#### Exercise aim
Look through the lines below and extract any with the word "highway".

Stored data:
+ + + + + + +
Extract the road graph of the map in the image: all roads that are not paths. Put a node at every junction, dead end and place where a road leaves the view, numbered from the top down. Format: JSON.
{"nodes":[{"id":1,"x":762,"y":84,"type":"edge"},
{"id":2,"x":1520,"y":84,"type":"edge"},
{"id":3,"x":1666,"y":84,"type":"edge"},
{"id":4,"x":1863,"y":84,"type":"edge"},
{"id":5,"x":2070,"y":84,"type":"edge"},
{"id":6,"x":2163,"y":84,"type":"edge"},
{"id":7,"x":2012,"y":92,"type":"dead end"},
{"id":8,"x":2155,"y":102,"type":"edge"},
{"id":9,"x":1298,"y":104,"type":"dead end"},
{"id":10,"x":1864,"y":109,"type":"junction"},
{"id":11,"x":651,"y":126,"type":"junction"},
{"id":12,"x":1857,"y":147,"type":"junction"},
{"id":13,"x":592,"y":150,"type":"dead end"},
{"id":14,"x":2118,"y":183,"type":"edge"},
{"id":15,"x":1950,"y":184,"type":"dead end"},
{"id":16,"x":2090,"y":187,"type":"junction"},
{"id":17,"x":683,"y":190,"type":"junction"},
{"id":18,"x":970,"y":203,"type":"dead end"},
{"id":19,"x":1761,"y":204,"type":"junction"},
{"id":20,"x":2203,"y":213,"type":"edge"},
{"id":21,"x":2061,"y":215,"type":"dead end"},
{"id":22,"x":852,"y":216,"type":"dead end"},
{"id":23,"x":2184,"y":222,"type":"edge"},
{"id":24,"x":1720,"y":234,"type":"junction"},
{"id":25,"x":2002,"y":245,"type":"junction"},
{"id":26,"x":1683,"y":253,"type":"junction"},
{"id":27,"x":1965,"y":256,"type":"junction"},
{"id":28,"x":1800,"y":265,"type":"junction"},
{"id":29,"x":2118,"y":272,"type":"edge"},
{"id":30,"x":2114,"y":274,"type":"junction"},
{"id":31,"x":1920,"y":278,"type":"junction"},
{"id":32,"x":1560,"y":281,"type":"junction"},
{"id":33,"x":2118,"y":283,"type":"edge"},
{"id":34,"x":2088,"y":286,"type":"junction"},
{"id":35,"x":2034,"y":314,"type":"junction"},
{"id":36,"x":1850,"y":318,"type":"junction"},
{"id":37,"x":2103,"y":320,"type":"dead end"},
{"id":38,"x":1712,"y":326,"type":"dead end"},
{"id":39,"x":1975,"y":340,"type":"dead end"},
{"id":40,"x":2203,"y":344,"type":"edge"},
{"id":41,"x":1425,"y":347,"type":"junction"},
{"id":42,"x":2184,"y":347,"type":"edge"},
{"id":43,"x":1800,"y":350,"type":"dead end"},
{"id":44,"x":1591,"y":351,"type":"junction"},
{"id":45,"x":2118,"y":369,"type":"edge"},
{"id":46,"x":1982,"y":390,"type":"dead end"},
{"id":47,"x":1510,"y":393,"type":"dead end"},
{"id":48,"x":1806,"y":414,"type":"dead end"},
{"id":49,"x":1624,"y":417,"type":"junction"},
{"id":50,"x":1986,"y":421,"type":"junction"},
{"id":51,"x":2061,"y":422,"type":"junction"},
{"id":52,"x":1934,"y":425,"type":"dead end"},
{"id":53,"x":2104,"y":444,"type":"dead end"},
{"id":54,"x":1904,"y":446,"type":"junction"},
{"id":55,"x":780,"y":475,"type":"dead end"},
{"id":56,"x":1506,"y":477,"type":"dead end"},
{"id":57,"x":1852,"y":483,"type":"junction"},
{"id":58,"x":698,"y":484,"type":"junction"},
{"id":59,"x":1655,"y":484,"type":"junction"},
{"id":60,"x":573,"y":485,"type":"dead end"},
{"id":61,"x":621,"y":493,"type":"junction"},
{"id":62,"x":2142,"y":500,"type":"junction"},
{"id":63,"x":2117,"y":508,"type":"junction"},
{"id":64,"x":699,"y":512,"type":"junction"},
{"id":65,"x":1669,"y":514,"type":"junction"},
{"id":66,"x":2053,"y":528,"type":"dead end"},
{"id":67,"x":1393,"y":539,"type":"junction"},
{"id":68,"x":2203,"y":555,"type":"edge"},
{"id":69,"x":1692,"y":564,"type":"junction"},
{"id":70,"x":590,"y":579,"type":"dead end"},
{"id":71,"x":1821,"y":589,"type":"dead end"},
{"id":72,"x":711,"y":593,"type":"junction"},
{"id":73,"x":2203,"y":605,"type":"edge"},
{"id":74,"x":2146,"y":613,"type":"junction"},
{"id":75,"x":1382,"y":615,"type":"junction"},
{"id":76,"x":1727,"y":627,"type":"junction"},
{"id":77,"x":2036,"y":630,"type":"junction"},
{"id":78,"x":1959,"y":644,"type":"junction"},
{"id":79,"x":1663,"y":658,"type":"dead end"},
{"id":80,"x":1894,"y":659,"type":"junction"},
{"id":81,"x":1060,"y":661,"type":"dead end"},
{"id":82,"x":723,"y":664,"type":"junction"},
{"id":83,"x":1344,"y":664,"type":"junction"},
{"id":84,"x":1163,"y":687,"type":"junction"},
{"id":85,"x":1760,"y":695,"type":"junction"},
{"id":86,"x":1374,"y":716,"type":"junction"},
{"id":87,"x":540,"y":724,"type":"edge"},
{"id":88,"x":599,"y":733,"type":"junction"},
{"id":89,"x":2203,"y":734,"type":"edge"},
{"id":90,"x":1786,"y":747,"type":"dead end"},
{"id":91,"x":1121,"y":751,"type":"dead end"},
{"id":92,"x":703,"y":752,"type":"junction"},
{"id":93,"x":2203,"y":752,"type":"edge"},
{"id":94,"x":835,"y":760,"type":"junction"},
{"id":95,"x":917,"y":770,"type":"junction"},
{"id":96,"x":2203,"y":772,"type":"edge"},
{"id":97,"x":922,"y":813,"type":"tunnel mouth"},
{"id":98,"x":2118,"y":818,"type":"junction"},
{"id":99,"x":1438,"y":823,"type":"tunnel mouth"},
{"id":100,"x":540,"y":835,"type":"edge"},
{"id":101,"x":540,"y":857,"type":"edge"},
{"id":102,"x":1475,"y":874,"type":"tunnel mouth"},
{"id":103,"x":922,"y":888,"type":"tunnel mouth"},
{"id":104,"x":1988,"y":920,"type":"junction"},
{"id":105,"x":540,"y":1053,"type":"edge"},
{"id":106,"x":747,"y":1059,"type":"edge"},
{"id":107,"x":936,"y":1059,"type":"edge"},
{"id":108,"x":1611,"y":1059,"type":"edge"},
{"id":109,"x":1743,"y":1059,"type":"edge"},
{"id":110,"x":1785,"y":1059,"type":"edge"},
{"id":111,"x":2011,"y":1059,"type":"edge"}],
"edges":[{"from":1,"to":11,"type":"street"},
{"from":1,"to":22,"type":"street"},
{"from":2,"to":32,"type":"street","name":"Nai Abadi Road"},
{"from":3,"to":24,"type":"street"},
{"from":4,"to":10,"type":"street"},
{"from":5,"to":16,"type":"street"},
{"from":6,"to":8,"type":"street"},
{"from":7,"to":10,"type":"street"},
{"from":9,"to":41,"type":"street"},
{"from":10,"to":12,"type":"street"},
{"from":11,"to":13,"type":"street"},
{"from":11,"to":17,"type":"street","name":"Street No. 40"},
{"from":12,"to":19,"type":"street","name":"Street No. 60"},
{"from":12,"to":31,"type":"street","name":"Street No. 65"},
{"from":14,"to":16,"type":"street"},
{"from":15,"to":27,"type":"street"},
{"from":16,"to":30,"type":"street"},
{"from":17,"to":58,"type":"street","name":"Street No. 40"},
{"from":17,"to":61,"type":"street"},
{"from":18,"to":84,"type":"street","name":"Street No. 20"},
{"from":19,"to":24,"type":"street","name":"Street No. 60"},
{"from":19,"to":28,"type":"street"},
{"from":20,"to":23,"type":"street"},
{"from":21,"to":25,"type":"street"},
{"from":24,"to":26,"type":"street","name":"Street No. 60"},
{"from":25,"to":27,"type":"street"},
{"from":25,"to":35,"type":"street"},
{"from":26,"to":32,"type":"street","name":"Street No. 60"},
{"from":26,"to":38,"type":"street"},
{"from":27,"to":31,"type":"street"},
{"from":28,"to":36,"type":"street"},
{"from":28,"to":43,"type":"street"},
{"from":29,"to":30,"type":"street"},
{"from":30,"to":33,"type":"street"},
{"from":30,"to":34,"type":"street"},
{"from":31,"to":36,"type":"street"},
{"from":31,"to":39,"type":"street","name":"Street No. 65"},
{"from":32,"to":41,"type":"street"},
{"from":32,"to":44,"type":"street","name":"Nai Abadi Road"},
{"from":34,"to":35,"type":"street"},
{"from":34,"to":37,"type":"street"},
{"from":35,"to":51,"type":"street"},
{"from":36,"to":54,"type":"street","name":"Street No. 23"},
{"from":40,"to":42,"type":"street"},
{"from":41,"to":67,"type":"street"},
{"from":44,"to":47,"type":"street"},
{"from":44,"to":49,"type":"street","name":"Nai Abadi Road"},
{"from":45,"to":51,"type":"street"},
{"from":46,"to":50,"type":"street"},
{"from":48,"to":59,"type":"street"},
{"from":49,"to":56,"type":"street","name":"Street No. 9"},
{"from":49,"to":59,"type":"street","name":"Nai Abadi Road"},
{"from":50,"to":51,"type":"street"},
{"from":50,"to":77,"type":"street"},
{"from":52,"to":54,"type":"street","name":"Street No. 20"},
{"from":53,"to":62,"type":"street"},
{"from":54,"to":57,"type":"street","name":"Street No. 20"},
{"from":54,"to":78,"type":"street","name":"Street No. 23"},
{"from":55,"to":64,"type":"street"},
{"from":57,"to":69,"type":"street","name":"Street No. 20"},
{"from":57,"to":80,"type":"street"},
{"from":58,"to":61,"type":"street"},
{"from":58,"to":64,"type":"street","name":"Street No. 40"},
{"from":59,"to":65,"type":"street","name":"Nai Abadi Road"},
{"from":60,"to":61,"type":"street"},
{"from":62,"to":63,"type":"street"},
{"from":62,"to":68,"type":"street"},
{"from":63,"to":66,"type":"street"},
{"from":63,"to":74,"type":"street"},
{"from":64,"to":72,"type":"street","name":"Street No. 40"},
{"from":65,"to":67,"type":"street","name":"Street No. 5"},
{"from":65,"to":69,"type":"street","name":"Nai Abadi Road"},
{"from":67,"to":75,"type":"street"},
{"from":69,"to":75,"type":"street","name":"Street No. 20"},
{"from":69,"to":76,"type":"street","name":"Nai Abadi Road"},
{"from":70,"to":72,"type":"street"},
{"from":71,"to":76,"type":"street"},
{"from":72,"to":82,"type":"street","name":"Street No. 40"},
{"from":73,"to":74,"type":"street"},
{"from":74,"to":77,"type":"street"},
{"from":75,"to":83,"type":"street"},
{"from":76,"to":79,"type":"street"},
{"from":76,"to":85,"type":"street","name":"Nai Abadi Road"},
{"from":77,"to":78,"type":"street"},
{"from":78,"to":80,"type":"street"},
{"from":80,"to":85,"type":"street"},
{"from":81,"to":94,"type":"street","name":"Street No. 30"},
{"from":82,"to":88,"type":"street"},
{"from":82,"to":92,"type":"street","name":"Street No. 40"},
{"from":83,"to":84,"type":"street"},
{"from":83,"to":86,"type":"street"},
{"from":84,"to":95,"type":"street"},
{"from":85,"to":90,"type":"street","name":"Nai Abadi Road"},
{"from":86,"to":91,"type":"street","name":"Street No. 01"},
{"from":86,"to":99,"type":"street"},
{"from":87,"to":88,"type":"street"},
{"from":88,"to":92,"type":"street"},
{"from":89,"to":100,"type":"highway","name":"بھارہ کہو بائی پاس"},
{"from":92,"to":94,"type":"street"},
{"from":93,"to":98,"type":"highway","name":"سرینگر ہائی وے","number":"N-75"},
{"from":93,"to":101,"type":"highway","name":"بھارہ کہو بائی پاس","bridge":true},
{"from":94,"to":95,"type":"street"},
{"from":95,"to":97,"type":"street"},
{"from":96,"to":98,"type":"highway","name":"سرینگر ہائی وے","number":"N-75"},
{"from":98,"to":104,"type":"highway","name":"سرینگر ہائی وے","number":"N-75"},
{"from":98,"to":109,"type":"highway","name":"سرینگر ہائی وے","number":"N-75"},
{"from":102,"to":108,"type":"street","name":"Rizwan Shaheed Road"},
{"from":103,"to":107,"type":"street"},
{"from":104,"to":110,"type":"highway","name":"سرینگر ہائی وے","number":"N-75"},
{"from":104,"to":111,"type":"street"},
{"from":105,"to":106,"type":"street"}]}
+ + + + + + +
#### Finished exercise
{"from":89,"to":100,"type":"highway","name":"بھارہ کہو بائی پاس"},
{"from":93,"to":98,"type":"highway","name":"سرینگر ہائی وے","number":"N-75"},
{"from":93,"to":101,"type":"highway","name":"بھارہ کہو بائی پاس","bridge":true},
{"from":96,"to":98,"type":"highway","name":"سرینگر ہائی وے","number":"N-75"},
{"from":98,"to":104,"type":"highway","name":"سرینگر ہائی وے","number":"N-75"},
{"from":98,"to":109,"type":"highway","name":"سرینگر ہائی وے","number":"N-75"},
{"from":104,"to":110,"type":"highway","name":"سرینگر ہائی وے","number":"N-75"},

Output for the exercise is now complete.